#### [Aim of the exercise]
An exact transcription of every entry is required, with the images left out.

──────── Input material ────────

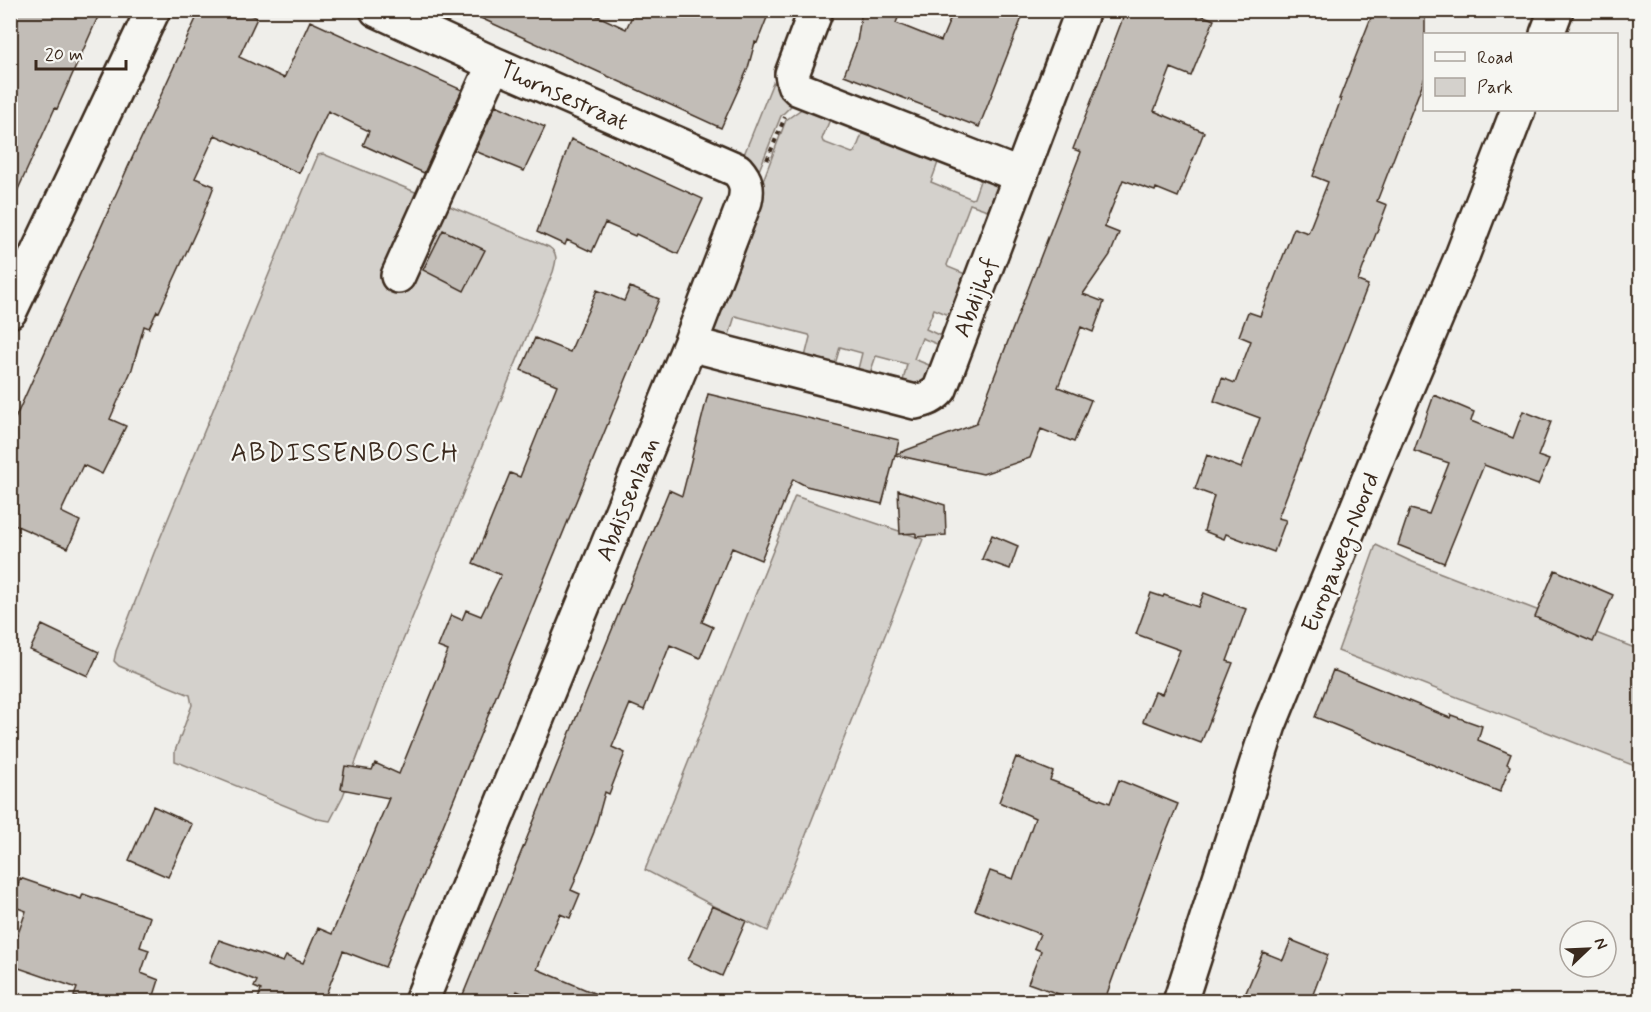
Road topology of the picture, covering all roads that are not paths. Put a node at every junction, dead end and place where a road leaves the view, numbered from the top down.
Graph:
1 (153, 10) edge
2 (377, 10) edge
3 (816, 10) edge
4 (1083, 10) edge
5 (1556, 10) edge
6 (1547, 33) edge
7 (494, 64) junction
8 (1518, 111) edge
9 (1021, 176) junction
10 (747, 183) joint
11 (398, 276) dead end
12 (10, 311) edge
13 (690, 344) junction
14 (421, 1002) edge
15 (1180, 1002) edge

1 - 12 street
2 - 7 street, Thornsestraat
3 - 9 street
4 - 9 street
5 - 6 street
7 - 10 street, Thornsestraat
7 - 11 street
8 - 15 street, Europaweg-Noord
9 - 13 street, Abdijhof
10 - 13 street, Abdissenlaan
13 - 14 street, Abdissenlaan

────────

#### [Exercise output]
Road topology of the picture, covering all roads that are not paths. Put a node at every junction, dead end and place where a road leaves the view, numbered from the top down.
Graph:
1 (153, 10) edge
2 (377, 10) edge
3 (816, 10) edge
4 (1083, 10) edge
5 (1556, 10) edge
6 (1547, 33) edge
7 (494, 64) junction
8 (1518, 111) edge
9 (1021, 176) junction
10 (747, 183) joint
11 (398, 276) dead end
12 (10, 311) edge
13 (690, 344) junction
14 (421, 1002) edge
15 (1180, 1002) edge

1 - 12 street
2 - 7 street, Thornsestraat
3 - 9 street
4 - 9 street
5 - 6 street
7 - 10 street, Thornsestraat
7 - 11 street
8 - 15 street, Europaweg-Noord
9 - 13 street, Abdijhof
10 - 13 street, Abdissenlaan
13 - 14 street, Abdissenlaan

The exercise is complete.